I should hope (that if there is a God) that he has indeed given us all the basics of food, clothing and a place to sleep, just out of human decency, however, for some he hasn't even done that.
Don't blame God. He made plenty of resources in this world to go around. Blame man.

I've seen this over and over in the Developing World: the reason people starve is not lack of food, but rather other things, like war, poor agriculture, foolish ideologies, destruction of rivers, tribal hatred, greed, and so on. Bad, corrupt political systems is a huge cause of such things. But these things we can't blame on God.

Now, I get why it's tempting to make everything out to be "God's fault." It would mean I'm just a victim, and none of what has happened to me has anything to do with decisions and choices I've made. I'm free of shame, guilt and second-guessing. I'm magically transformed from the person causing his own misery to a Camusian hero, a "noble" victim of forces beyond my ability to resist.

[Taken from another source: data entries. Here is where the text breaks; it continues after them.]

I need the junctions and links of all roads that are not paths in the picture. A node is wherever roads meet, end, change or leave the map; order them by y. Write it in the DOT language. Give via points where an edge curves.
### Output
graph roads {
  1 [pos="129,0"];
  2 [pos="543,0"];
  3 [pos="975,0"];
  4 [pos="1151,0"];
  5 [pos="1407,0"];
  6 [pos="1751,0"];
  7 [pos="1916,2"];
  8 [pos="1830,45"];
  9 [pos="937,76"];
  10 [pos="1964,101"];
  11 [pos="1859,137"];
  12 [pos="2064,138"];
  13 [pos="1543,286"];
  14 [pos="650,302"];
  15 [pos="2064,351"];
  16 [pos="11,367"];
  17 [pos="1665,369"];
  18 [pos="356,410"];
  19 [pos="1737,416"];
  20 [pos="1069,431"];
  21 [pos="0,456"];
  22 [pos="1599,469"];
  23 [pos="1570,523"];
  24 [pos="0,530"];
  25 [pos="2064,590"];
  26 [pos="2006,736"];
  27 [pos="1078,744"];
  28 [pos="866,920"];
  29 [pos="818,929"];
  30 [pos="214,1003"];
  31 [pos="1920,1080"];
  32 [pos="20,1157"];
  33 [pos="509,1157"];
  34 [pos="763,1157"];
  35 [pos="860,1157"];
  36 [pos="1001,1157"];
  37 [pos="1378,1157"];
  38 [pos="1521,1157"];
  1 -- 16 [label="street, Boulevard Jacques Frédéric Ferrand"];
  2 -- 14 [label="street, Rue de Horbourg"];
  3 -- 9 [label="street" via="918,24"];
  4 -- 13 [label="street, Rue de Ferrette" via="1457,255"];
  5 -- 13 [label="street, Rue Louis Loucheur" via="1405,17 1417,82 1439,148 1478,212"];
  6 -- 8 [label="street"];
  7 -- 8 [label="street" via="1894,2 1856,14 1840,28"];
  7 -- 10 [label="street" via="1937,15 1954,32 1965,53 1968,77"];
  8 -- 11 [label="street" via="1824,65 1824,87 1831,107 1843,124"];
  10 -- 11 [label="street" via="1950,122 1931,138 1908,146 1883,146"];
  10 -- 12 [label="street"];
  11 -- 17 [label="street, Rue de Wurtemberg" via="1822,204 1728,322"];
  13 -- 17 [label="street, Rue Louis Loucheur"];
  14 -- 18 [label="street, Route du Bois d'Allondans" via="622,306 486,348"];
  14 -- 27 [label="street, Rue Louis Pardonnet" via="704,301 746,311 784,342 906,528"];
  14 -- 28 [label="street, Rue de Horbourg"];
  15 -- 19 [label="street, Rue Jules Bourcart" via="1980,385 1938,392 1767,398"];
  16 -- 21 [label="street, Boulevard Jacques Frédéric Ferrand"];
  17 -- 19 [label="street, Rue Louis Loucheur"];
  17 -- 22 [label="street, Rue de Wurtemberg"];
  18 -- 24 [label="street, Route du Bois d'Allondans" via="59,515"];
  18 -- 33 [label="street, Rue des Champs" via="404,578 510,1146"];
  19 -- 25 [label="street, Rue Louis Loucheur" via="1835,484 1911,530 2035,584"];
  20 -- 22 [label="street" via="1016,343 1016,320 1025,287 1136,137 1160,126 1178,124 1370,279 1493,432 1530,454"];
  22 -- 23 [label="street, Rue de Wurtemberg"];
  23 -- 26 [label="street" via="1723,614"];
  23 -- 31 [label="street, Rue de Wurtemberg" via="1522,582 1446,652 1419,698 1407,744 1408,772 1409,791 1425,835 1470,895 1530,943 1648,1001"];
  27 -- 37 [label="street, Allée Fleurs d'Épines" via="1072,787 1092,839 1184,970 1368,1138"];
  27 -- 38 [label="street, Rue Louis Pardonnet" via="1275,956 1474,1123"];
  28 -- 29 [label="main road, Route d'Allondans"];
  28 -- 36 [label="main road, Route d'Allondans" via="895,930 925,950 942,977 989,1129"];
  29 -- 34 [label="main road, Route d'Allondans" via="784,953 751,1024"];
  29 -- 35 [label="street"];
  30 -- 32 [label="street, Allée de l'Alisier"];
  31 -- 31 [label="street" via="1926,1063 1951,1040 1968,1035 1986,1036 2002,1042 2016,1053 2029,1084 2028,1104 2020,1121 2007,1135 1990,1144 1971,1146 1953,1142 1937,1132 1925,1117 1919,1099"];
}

However, that's self delusion. And it has a very unfortunate effect: for since my problems are not caused by me or by mankind, then I have absolutely no power to do anything about them. And since they were never my fault, I also cannot learn anything from them. All i get to do is suffer and pity myself...which is pleasurable in a very limited way, but ultimately completely disheartening and disempowering. So long as I insist on interpreting my situation that way, I will learn nothing, never become a better person, and never have power over my own results. I'm just a chump.

So we've got to rethink that strategy and that interpretation. If God really hated us and really wanted to torture us, I'm certain He could have done far, far more than anything we've experienced so far. I think what we experience is far more likely to be the results of choices that we and other people have made.

And the good news is that very often we can do something about that.